Segment Start: Dataset excerpts

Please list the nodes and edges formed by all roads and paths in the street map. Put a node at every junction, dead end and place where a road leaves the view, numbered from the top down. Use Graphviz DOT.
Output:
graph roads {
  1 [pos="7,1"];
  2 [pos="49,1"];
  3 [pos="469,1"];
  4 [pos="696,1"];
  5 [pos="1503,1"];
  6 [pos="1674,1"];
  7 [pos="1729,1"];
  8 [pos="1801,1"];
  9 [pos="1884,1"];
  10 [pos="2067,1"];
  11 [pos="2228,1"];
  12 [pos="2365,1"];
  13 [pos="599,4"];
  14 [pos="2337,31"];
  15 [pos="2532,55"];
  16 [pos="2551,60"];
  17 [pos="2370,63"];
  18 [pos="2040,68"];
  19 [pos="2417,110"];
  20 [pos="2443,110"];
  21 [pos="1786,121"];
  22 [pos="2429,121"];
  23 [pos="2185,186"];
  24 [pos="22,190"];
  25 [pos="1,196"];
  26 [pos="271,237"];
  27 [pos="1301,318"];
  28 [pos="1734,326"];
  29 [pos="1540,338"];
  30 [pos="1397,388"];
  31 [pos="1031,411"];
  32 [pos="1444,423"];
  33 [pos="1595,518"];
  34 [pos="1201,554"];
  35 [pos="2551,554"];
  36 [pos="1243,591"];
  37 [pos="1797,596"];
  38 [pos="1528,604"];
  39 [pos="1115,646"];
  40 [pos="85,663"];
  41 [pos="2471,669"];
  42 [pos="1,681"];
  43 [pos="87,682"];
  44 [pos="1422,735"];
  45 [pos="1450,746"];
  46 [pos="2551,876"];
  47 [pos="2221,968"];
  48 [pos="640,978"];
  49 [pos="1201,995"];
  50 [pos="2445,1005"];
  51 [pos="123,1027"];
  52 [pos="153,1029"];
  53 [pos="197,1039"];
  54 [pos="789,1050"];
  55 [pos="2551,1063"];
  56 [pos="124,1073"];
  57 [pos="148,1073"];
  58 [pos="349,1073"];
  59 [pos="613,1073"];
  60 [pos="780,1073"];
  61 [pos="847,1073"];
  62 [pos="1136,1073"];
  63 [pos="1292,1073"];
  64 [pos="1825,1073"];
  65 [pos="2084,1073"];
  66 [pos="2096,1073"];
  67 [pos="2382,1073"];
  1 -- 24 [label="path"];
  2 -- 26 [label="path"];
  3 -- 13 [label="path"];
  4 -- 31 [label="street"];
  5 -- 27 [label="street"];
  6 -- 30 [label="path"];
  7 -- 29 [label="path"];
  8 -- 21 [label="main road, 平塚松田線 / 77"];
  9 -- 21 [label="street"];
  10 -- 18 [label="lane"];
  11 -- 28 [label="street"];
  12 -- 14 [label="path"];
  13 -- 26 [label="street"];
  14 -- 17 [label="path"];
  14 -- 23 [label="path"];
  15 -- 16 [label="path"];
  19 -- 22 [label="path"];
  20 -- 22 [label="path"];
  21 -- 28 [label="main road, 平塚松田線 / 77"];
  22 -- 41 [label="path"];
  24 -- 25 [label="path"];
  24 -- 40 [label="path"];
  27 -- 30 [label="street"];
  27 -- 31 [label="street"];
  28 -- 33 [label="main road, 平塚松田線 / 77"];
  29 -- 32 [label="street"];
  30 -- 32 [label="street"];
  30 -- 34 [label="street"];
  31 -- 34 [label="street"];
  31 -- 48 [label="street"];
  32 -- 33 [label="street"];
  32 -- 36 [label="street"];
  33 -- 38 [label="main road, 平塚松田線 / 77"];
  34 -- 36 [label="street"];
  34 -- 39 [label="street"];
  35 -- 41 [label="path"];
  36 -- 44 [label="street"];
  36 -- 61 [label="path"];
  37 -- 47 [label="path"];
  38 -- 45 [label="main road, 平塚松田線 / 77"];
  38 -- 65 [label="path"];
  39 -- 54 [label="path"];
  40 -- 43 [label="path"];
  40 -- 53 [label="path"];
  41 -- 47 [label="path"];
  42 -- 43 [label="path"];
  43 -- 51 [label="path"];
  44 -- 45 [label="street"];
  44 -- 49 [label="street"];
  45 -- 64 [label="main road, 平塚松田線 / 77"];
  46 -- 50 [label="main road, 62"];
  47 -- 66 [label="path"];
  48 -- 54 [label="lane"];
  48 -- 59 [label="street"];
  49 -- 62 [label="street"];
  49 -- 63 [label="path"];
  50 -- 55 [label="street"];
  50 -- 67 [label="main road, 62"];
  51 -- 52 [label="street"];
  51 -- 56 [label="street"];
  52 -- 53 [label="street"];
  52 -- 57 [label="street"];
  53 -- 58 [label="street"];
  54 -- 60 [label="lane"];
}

Segment End: Dataset excerpts

* Directions for this task
For this exercise, find all lines in the records containing the word "roads" and copy them.

* Response to this exercise
Please list the nodes and edges formed by all roads and paths in the street map. Put a node at every junction, dead end and place where a road leaves the view, numbered from the top down. Use Graphviz DOT.
graph roads {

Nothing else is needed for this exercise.